What to produce
Counting task for the entries below: give the number of lines that contain the word "Left", with no other text.

.....

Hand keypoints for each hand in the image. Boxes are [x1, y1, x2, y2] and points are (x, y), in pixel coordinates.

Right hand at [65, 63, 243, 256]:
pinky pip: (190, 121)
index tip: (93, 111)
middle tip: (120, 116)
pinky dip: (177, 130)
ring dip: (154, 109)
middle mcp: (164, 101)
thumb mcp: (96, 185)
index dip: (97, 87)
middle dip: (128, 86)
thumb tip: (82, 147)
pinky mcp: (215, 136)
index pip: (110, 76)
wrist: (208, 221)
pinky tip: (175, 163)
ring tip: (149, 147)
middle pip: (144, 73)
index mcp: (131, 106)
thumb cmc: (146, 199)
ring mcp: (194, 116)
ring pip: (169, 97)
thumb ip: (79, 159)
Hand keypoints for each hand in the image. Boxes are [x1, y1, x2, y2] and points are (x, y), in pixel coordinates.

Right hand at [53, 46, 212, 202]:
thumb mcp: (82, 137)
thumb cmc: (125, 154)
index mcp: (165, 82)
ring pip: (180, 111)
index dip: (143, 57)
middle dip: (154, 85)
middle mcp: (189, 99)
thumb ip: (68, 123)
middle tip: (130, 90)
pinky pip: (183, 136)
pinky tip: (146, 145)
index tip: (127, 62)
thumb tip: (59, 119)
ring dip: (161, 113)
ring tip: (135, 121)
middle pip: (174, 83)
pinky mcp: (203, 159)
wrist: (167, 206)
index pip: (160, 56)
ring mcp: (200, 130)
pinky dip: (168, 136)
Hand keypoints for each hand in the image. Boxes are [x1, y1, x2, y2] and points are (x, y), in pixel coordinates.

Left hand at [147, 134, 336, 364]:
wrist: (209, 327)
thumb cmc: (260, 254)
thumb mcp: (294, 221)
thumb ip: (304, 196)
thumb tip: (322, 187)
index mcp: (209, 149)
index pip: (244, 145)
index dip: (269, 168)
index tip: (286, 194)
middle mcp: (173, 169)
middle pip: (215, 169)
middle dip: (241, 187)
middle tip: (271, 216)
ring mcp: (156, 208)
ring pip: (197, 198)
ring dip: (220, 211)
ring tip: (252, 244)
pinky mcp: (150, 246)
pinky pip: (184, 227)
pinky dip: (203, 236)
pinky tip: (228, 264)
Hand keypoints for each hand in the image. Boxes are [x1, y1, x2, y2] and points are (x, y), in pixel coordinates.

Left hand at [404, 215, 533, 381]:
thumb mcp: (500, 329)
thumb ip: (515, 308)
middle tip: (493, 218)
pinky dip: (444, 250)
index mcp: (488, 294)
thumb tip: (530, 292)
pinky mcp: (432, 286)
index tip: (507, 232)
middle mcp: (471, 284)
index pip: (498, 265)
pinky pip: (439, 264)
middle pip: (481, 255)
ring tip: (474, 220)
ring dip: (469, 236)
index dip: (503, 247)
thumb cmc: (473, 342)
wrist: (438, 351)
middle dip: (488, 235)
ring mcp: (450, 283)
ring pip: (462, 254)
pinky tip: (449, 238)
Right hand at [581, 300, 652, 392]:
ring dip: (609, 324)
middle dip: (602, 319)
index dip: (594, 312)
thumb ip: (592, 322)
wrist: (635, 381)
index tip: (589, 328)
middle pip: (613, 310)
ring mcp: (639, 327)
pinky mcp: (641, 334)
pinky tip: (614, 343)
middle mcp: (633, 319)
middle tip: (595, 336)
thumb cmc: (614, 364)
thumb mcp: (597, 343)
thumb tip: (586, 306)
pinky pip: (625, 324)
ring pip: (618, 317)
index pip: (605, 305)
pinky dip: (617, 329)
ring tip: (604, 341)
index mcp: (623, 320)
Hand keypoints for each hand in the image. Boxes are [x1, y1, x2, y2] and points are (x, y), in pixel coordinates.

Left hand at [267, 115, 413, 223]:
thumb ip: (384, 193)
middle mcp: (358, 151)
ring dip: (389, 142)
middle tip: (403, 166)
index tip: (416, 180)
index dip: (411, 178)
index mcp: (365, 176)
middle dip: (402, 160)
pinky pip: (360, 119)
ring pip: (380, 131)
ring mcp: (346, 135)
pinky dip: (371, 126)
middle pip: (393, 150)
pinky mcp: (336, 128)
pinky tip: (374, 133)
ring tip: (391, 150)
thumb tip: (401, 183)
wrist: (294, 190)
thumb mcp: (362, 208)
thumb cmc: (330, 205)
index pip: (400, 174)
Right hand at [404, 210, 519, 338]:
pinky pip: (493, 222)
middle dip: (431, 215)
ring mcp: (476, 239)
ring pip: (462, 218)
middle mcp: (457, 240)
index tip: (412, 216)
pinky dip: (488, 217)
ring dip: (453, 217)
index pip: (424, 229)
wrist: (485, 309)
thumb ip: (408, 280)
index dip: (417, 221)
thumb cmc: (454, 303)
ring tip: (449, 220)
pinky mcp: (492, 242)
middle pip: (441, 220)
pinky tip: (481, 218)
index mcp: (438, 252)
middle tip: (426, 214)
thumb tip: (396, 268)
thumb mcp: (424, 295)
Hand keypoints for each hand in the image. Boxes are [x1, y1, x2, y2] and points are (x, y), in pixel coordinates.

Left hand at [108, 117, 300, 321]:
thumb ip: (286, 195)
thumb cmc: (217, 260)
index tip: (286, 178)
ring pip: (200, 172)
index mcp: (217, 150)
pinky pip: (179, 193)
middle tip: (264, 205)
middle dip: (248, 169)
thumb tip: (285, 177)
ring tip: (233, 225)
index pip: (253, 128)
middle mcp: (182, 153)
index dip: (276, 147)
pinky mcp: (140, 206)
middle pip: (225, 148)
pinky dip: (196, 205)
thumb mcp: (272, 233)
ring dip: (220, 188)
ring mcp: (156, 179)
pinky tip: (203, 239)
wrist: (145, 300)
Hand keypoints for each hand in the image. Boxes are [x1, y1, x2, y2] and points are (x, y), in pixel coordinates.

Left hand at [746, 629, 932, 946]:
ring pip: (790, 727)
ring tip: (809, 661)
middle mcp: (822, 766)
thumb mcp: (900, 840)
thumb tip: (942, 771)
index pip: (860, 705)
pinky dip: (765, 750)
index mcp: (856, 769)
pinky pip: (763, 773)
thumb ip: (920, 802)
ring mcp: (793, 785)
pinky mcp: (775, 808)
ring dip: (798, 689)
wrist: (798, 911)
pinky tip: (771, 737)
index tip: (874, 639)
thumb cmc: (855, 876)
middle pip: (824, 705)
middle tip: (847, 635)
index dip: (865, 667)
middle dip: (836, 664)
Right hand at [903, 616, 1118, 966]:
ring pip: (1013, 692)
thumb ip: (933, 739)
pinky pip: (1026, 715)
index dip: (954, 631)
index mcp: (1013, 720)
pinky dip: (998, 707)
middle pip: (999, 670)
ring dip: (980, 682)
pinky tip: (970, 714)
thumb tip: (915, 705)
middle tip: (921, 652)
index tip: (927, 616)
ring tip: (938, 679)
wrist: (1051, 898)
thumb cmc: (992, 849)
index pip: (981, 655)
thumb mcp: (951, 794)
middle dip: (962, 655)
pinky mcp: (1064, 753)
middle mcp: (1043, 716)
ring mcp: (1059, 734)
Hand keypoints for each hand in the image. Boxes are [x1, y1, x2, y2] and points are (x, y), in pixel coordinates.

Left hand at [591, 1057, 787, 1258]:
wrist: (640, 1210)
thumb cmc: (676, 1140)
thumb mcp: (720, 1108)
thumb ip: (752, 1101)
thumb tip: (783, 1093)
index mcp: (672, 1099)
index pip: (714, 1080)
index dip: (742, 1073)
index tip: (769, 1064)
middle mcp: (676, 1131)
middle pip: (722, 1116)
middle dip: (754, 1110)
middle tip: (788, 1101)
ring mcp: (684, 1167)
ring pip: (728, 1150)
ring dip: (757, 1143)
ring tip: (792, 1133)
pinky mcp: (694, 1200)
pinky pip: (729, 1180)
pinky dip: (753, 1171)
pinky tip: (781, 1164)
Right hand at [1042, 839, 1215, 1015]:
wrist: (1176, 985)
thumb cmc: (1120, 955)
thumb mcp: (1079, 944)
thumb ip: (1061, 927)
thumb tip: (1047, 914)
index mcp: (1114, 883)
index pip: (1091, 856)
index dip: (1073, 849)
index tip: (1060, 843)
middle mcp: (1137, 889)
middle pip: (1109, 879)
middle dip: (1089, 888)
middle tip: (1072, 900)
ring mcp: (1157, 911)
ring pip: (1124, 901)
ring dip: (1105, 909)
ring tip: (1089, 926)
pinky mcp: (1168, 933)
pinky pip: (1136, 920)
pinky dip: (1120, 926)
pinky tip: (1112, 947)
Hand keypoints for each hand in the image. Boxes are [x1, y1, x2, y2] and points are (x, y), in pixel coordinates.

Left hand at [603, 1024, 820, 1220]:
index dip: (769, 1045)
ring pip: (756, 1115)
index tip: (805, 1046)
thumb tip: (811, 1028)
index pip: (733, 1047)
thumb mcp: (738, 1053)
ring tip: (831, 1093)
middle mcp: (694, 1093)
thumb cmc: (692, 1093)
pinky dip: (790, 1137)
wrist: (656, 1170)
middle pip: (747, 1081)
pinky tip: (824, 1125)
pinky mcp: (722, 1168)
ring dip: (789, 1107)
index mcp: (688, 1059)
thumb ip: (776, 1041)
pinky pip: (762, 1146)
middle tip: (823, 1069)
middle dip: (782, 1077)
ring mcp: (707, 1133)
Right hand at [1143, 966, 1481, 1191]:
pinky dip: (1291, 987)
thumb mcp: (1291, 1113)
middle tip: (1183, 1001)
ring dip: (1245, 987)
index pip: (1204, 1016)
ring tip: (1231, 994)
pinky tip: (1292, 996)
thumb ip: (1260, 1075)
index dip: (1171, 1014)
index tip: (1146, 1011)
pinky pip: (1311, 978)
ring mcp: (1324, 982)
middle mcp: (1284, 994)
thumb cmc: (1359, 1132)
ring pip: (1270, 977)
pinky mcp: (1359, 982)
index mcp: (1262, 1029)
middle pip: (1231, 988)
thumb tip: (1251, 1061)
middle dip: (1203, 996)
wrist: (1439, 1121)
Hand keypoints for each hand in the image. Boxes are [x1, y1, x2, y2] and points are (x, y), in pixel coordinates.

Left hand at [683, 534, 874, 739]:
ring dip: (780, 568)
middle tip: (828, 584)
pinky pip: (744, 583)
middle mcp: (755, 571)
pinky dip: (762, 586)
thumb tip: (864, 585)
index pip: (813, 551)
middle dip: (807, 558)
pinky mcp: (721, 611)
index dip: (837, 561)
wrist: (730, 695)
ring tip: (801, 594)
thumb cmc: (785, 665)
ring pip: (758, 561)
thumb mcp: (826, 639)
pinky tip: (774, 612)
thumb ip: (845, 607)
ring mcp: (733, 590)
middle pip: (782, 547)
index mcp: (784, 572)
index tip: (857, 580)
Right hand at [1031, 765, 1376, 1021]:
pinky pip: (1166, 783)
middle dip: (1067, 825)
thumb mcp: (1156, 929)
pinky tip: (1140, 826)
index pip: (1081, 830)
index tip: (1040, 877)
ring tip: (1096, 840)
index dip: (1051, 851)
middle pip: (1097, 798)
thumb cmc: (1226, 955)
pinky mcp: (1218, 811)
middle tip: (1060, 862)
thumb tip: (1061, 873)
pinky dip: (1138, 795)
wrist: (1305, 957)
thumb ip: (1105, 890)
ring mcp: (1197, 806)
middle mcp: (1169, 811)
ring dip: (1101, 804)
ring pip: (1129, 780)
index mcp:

.....

Your solution
8